(SUPPLIED RECORDS)

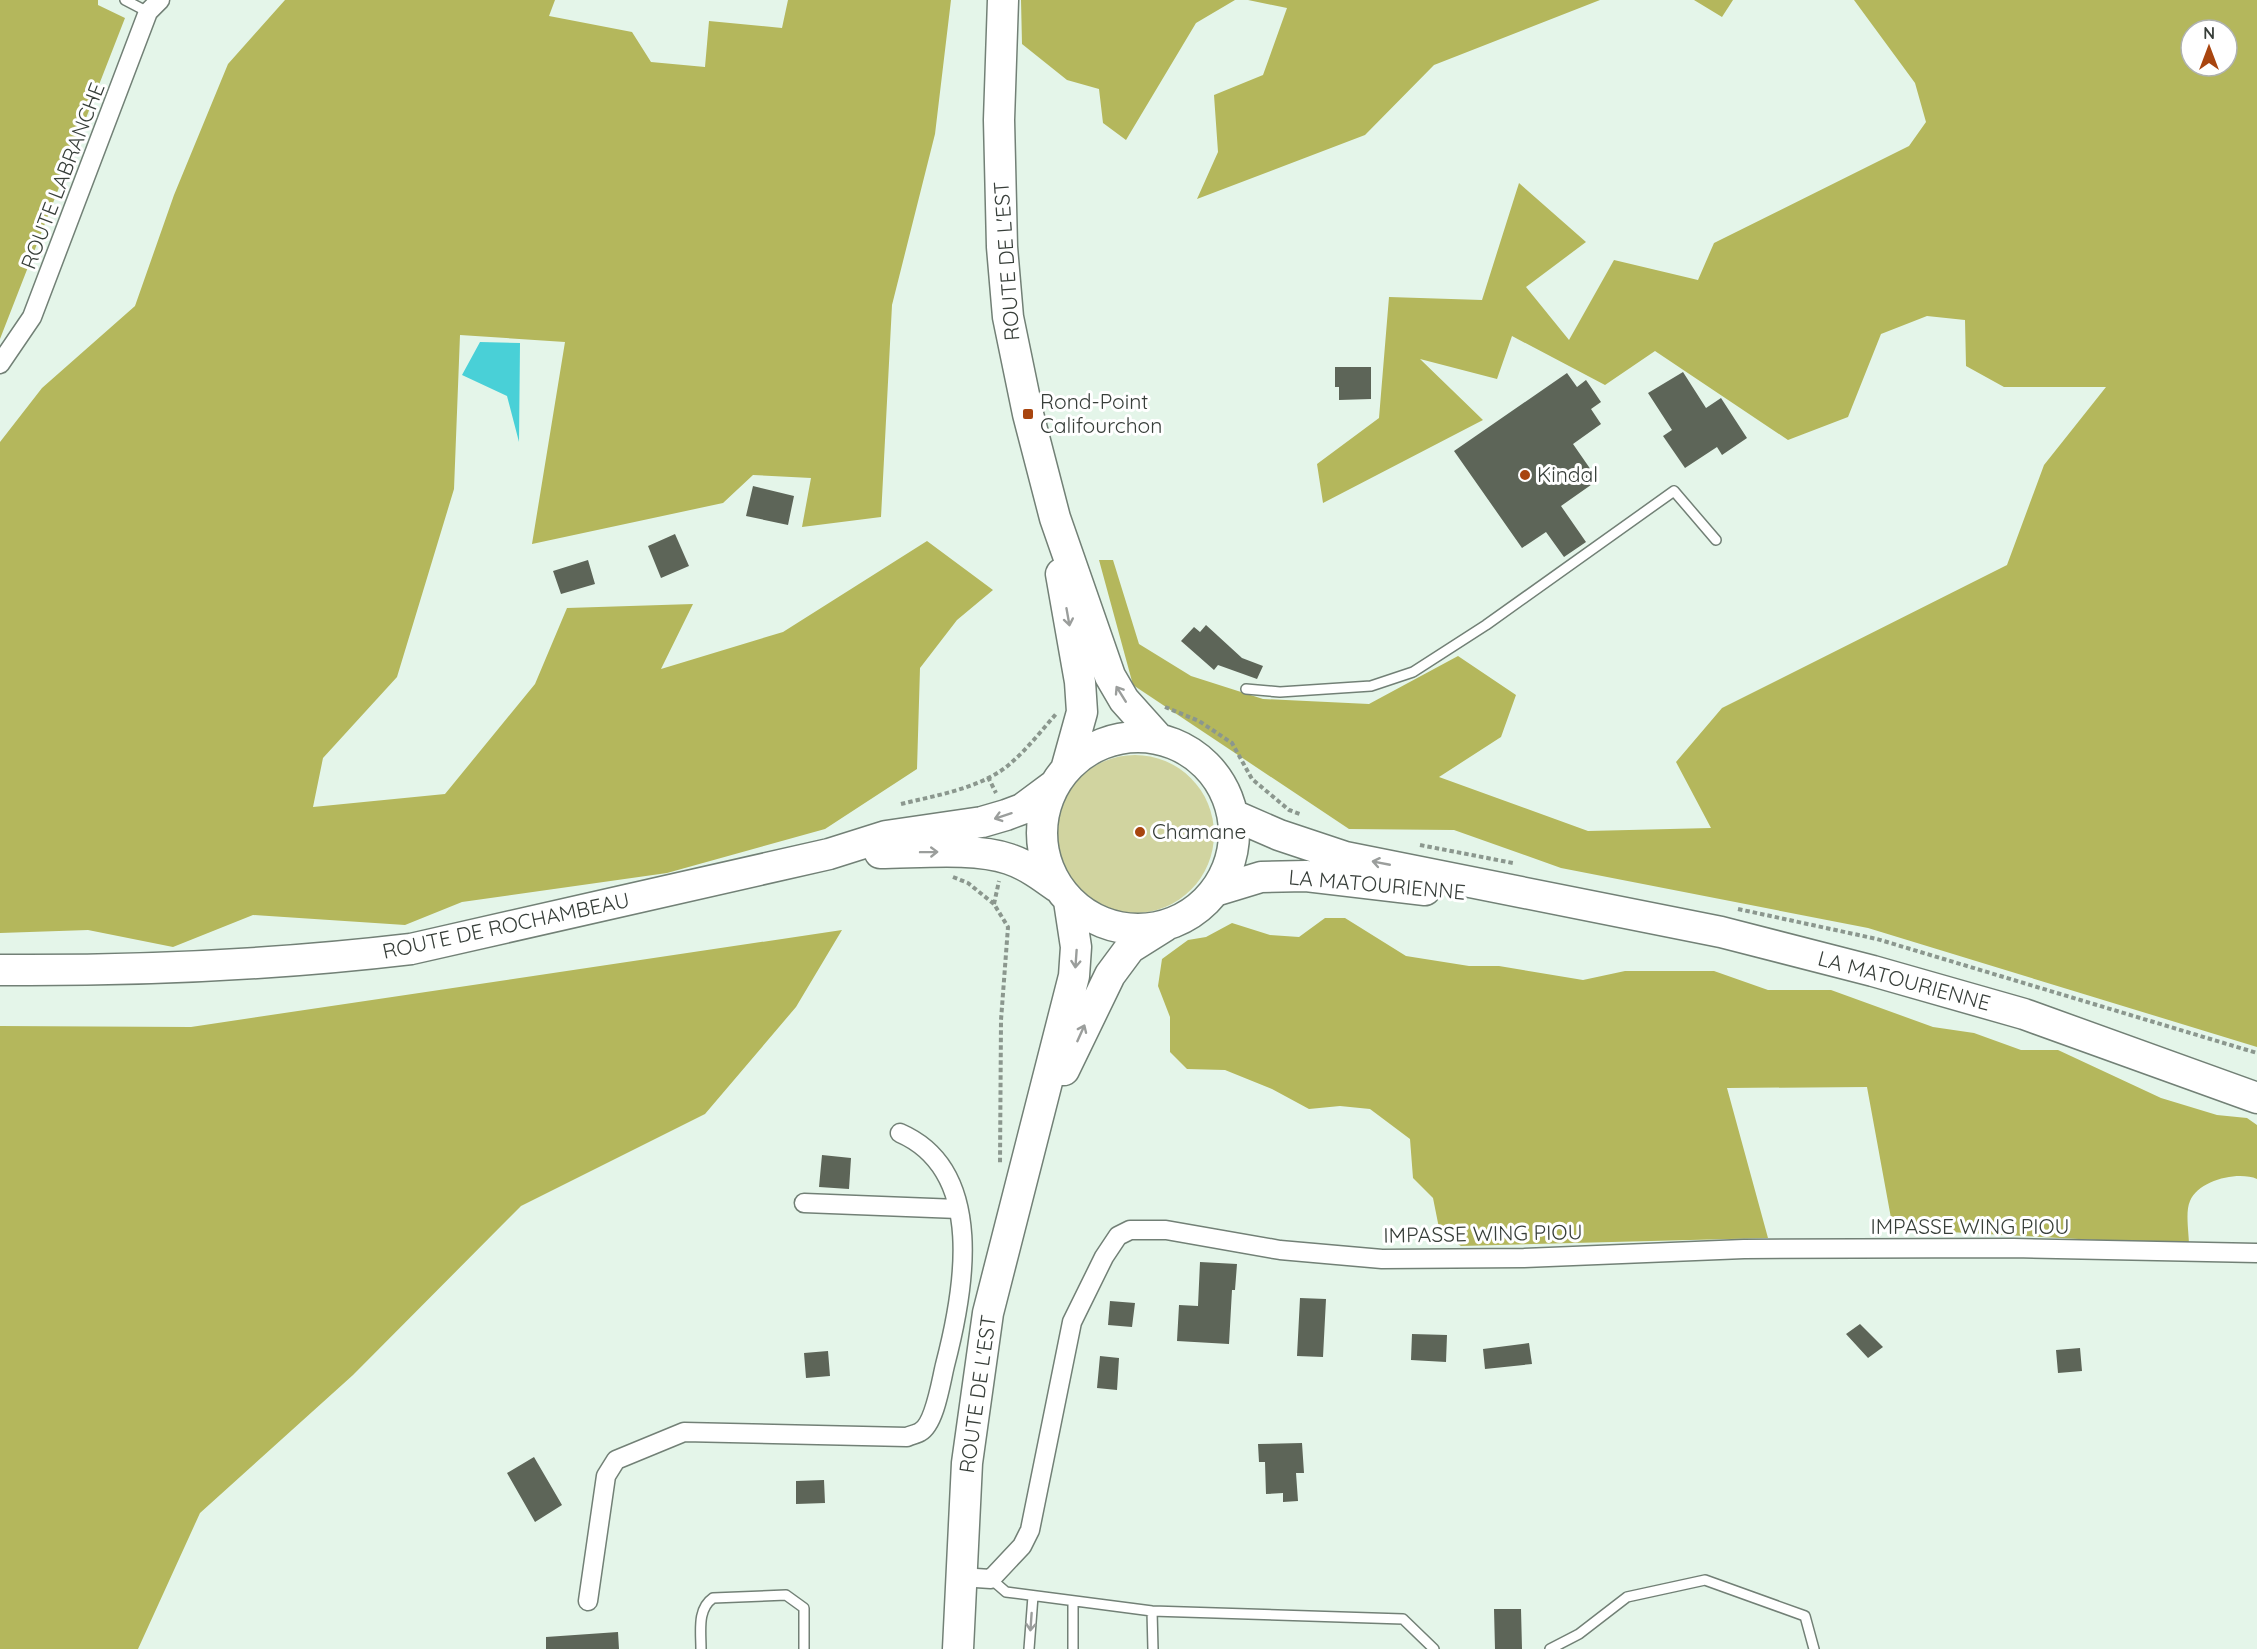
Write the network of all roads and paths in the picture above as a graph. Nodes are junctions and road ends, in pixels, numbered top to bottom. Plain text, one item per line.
1 (125, 0) edge
2 (1003, 0) edge
3 (154, 6) edge
4 (0, 364) edge
5 (1055, 518) junction
6 (1716, 540) dead end
7 (1246, 689) dead end
8 (1163, 706) dead end
9 (1066, 712) dead end
10 (1159, 739) junction
11 (1060, 776) junction
12 (900, 804) dead end
13 (1233, 815) junction
14 (1308, 817) dead end
15 (1409, 843) dead end
16 (829, 854) junction
17 (1524, 866) dead end
18 (1001, 875) dead end
19 (1215, 891) junction
20 (1063, 894) junction
21 (1541, 897) junction
22 (1735, 908) dead end
23 (1168, 924) junction
24 (0, 970) edge
25 (2257, 1053) edge
26 (2257, 1098) edge
27 (900, 1132) dead end
28 (1031, 1144) junction
29 (999, 1174) dead end
30 (804, 1203) dead end
31 (958, 1209) junction
32 (2257, 1253) edge
33 (973, 1312) junction
34 (960, 1577) junction
35 (991, 1579) junction
36 (1033, 1596) junction
37 (588, 1601) dead end
38 (1073, 1601) junction
39 (1152, 1611) junction
40 (701, 1649) edge
41 (804, 1649) edge
42 (958, 1649) edge
43 (1029, 1649) edge
44 (1073, 1649) edge
45 (1153, 1649) edge
46 (1434, 1649) edge
47 (1550, 1649) edge
48 (1814, 1649) edge

1 - 3 lane
2 - 5 main road, ROUTE DE L'EST
3 - 4 street, ROUTE LABRANCHE
10 -> 5 main road, ROUTE DE L'EST
5 -> 11 main road, ROUTE DE L'EST
6 - 7 lane
8 - 14 path
9 - 12 path
10 - 11 main road
10 - 13 main road
11 -> 16 main road, ROUTE DE ROCHAMBEAU
11 - 20 main road
13 - 19 main road
21 -> 13 main road, LA MATOURIENNE
15 - 17 path
16 -> 20 main road, ROUTE DE ROCHAMBEAU
16 - 24 main road, ROUTE DE ROCHAMBEAU
18 - 29 path
19 - 21 main road, LA MATOURIENNE
19 - 23 main road
20 - 23 main road
20 -> 28 main road, ROUTE DE L'EST
21 - 26 main road, LA MATOURIENNE
22 - 25 path
28 -> 23 main road, ROUTE DE L'EST
27 - 31 street
28 - 33 main road, ROUTE DE L'EST
30 - 31 street
31 - 33 street
32 - 35 street, IMPASSE WING PIOU
33 - 34 main road, ROUTE DE L'EST
33 - 37 street
34 - 35 street
34 - 42 main road, ROUTE DE L'EST
35 - 36 lane
36 - 38 lane
36 -> 43 lane
38 - 39 lane
38 - 44 lane
39 - 45 lane
39 - 46 lane
40 - 41 lane
47 - 48 lane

(End SUPPLIED RECORDS)

WHAT TO PRODUCE: For this exercise, return the records above in full and exactly, omitting the images.

SOLUTION:
Write the network of all roads and paths in the picture above as a graph. Nodes are junctions and road ends, in pixels, numbered top to bottom. Plain text, one item per line.
1 (125, 0) edge
2 (1003, 0) edge
3 (154, 6) edge
4 (0, 364) edge
5 (1055, 518) junction
6 (1716, 540) dead end
7 (1246, 689) dead end
8 (1163, 706) dead end
9 (1066, 712) dead end
10 (1159, 739) junction
11 (1060, 776) junction
12 (900, 804) dead end
13 (1233, 815) junction
14 (1308, 817) dead end
15 (1409, 843) dead end
16 (829, 854) junction
17 (1524, 866) dead end
18 (1001, 875) dead end
19 (1215, 891) junction
20 (1063, 894) junction
21 (1541, 897) junction
22 (1735, 908) dead end
23 (1168, 924) junction
24 (0, 970) edge
25 (2257, 1053) edge
26 (2257, 1098) edge
27 (900, 1132) dead end
28 (1031, 1144) junction
29 (999, 1174) dead end
30 (804, 1203) dead end
31 (958, 1209) junction
32 (2257, 1253) edge
33 (973, 1312) junction
34 (960, 1577) junction
35 (991, 1579) junction
36 (1033, 1596) junction
37 (588, 1601) dead end
38 (1073, 1601) junction
39 (1152, 1611) junction
40 (701, 1649) edge
41 (804, 1649) edge
42 (958, 1649) edge
43 (1029, 1649) edge
44 (1073, 1649) edge
45 (1153, 1649) edge
46 (1434, 1649) edge
47 (1550, 1649) edge
48 (1814, 1649) edge

1 - 3 lane
2 - 5 main road, ROUTE DE L'EST
3 - 4 street, ROUTE LABRANCHE
10 -> 5 main road, ROUTE DE L'EST
5 -> 11 main road, ROUTE DE L'EST
6 - 7 lane
8 - 14 path
9 - 12 path
10 - 11 main road
10 - 13 main road
11 -> 16 main road, ROUTE DE ROCHAMBEAU
11 - 20 main road
13 - 19 main road
21 -> 13 main road, LA MATOURIENNE
15 - 17 path
16 -> 20 main road, ROUTE DE ROCHAMBEAU
16 - 24 main road, ROUTE DE ROCHAMBEAU
18 - 29 path
19 - 21 main road, LA MATOURIENNE
19 - 23 main road
20 - 23 main road
20 -> 28 main road, ROUTE DE L'EST
21 - 26 main road, LA MATOURIENNE
22 - 25 path
28 -> 23 main road, ROUTE DE L'EST
27 - 31 street
28 - 33 main road, ROUTE DE L'EST
30 - 31 street
31 - 33 street
32 - 35 street, IMPASSE WING PIOU
33 - 34 main road, ROUTE DE L'EST
33 - 37 street
34 - 35 street
34 - 42 main road, ROUTE DE L'EST
35 - 36 lane
36 - 38 lane
36 -> 43 lane
38 - 39 lane
38 - 44 lane
39 - 45 lane
39 - 46 lane
40 - 41 lane
47 - 48 lane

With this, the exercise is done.